▶ [Work item] Among the entries below, find the lines with the word "further" and copy them.
[Data — start]
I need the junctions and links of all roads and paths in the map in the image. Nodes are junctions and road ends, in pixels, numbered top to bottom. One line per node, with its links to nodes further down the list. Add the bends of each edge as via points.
[Data — finish]
[Data — start]
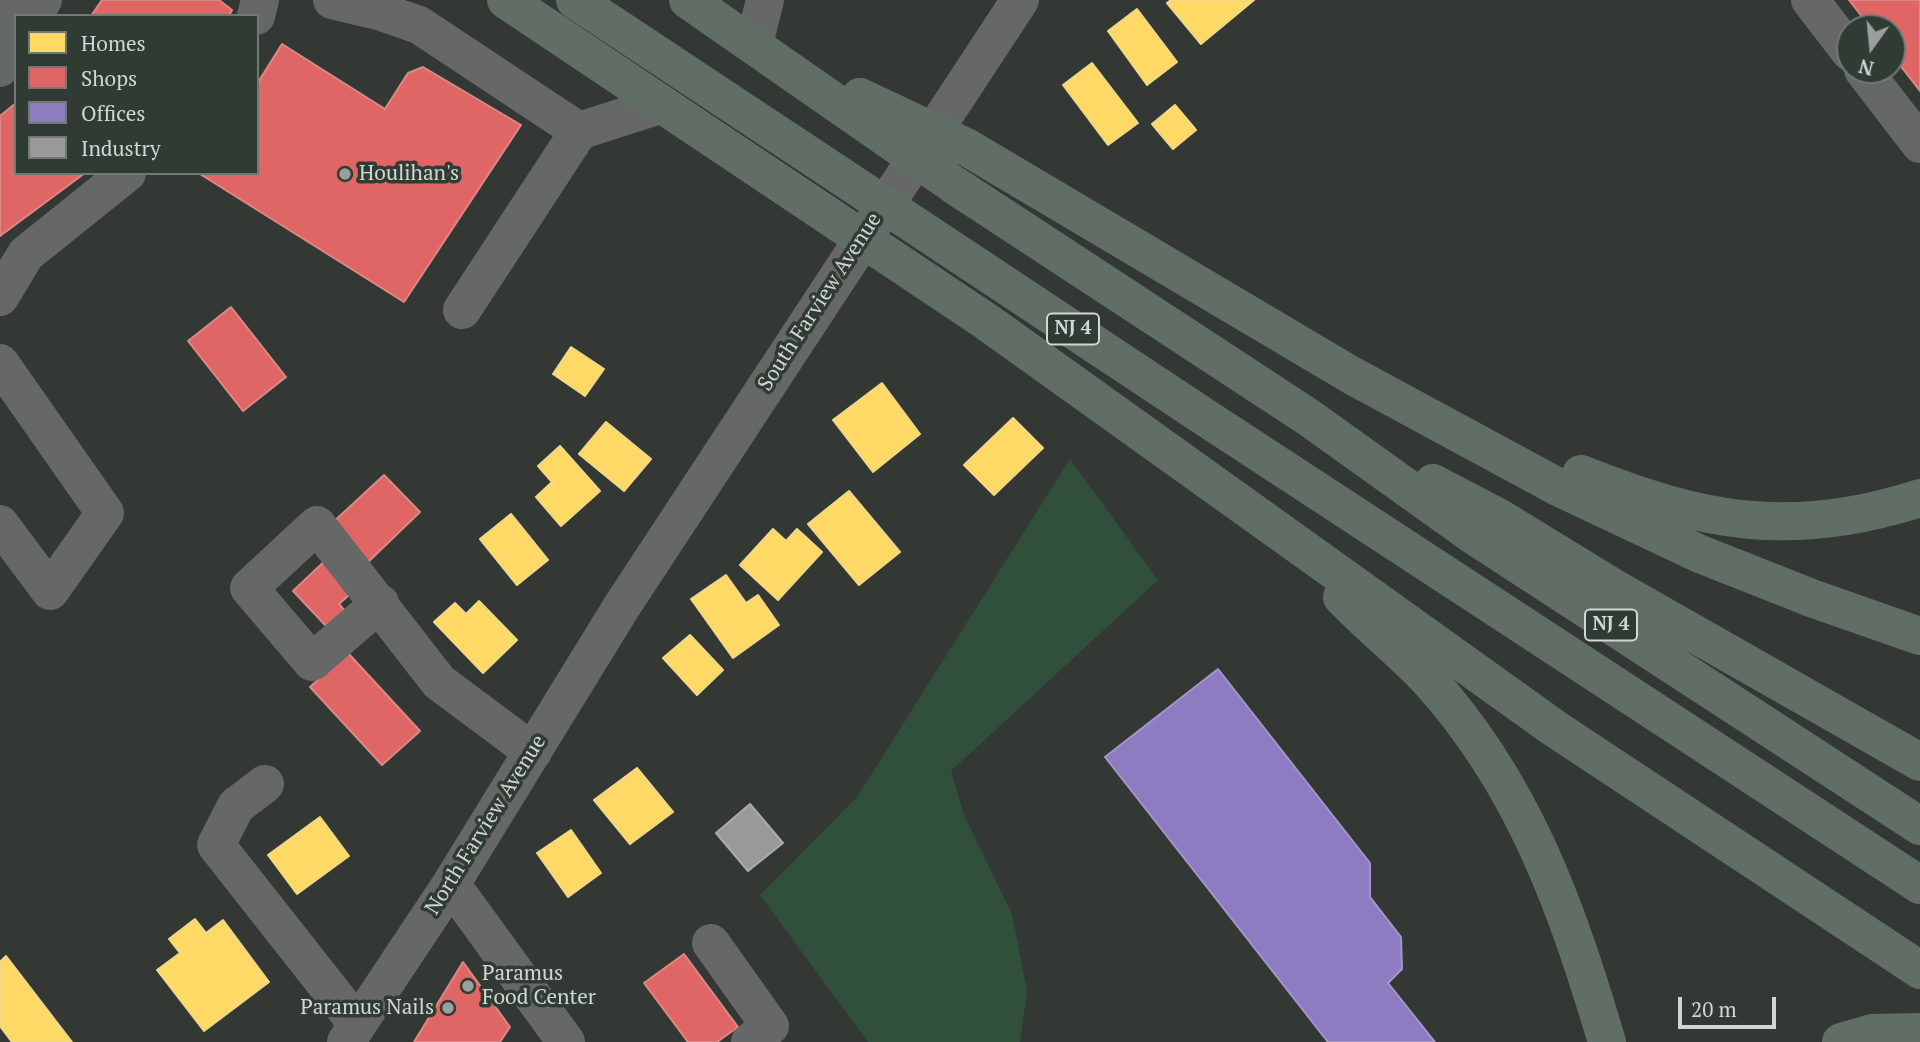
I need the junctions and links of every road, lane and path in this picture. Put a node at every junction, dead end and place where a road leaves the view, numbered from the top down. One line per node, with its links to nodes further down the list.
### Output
[Data — finish]
[Data — start]
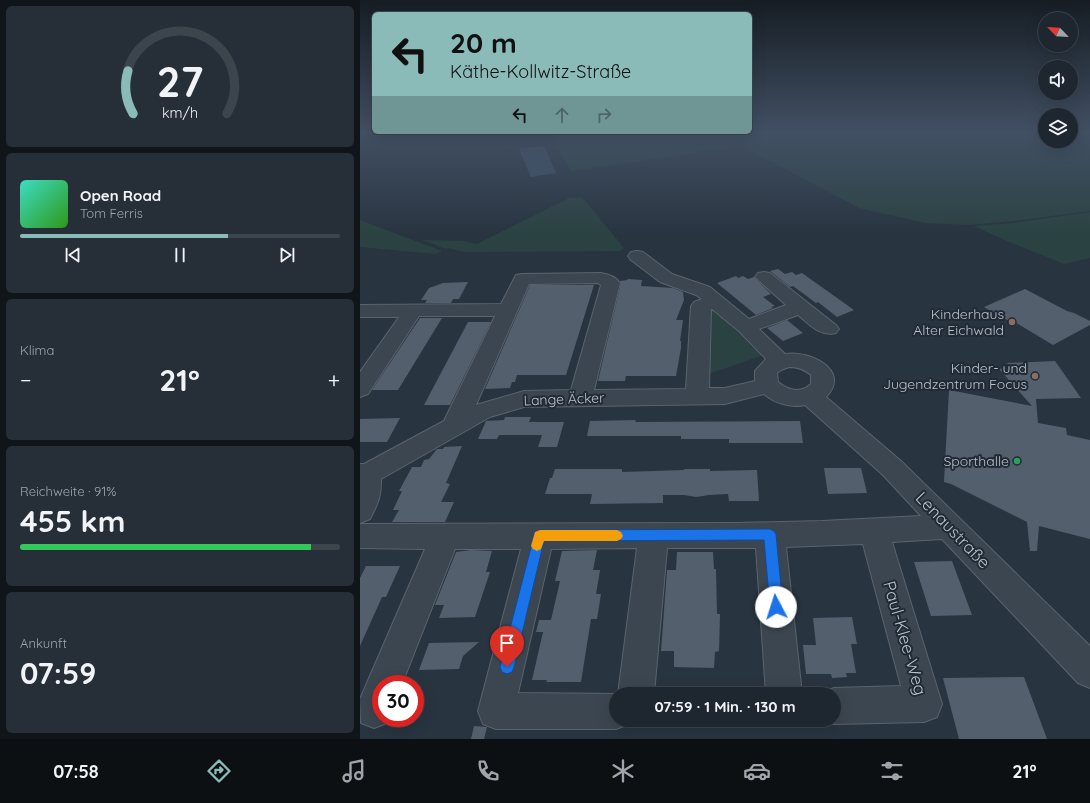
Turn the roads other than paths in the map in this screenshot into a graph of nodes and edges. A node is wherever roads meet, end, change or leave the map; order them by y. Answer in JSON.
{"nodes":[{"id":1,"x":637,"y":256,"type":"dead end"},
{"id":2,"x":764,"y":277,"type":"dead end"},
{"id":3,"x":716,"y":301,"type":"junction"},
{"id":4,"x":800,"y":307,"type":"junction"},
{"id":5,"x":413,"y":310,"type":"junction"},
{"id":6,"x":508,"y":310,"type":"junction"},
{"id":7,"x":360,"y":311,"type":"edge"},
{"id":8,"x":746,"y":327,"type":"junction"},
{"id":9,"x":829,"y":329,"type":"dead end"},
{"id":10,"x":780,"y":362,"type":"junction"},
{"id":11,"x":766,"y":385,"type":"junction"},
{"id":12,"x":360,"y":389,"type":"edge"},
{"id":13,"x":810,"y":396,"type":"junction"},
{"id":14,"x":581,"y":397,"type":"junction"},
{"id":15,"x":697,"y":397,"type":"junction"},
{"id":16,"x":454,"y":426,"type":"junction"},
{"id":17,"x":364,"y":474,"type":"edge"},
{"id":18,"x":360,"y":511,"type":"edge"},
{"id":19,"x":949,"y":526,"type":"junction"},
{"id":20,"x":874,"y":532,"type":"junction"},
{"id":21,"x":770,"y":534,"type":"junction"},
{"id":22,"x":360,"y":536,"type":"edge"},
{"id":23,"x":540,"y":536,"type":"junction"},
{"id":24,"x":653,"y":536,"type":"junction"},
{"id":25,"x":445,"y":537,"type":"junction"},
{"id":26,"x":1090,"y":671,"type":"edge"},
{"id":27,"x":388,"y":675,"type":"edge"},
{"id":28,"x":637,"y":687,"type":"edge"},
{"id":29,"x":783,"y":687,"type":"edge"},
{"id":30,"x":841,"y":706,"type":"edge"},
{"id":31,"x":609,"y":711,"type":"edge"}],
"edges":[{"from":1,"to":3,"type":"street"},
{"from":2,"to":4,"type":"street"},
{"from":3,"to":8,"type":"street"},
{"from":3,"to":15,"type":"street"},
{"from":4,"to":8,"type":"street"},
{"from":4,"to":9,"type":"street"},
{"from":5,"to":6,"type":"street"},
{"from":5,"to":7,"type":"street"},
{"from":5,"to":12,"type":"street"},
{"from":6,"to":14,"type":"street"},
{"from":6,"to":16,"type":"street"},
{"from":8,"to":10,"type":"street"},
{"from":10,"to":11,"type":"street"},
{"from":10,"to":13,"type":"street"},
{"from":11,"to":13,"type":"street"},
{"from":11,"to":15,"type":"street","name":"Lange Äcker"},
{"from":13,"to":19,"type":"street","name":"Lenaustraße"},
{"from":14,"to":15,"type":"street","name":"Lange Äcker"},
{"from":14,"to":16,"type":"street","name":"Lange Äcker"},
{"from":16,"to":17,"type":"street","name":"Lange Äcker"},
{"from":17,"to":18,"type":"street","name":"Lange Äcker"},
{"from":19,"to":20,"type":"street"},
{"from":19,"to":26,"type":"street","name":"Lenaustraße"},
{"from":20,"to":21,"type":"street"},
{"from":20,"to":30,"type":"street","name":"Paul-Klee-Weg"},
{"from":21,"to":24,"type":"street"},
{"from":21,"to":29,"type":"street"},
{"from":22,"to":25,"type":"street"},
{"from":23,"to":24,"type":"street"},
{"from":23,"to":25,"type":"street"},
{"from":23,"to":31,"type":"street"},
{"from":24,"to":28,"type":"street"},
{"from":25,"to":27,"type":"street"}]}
[Data — finish]
▶ [Output for this task]
I need the junctions and links of all roads and paths in the map in the image. Nodes are junctions and road ends, in pixels, numbered top to bottom. One line per node, with its links to nodes further down the list. Add the bends of each edge as via points.
I need the junctions and links of every road, lane and path in this picture. Put a node at every junction, dead end and place where a road leaves the view, numbered from the top down. One line per node, with its links to nodes further down the list.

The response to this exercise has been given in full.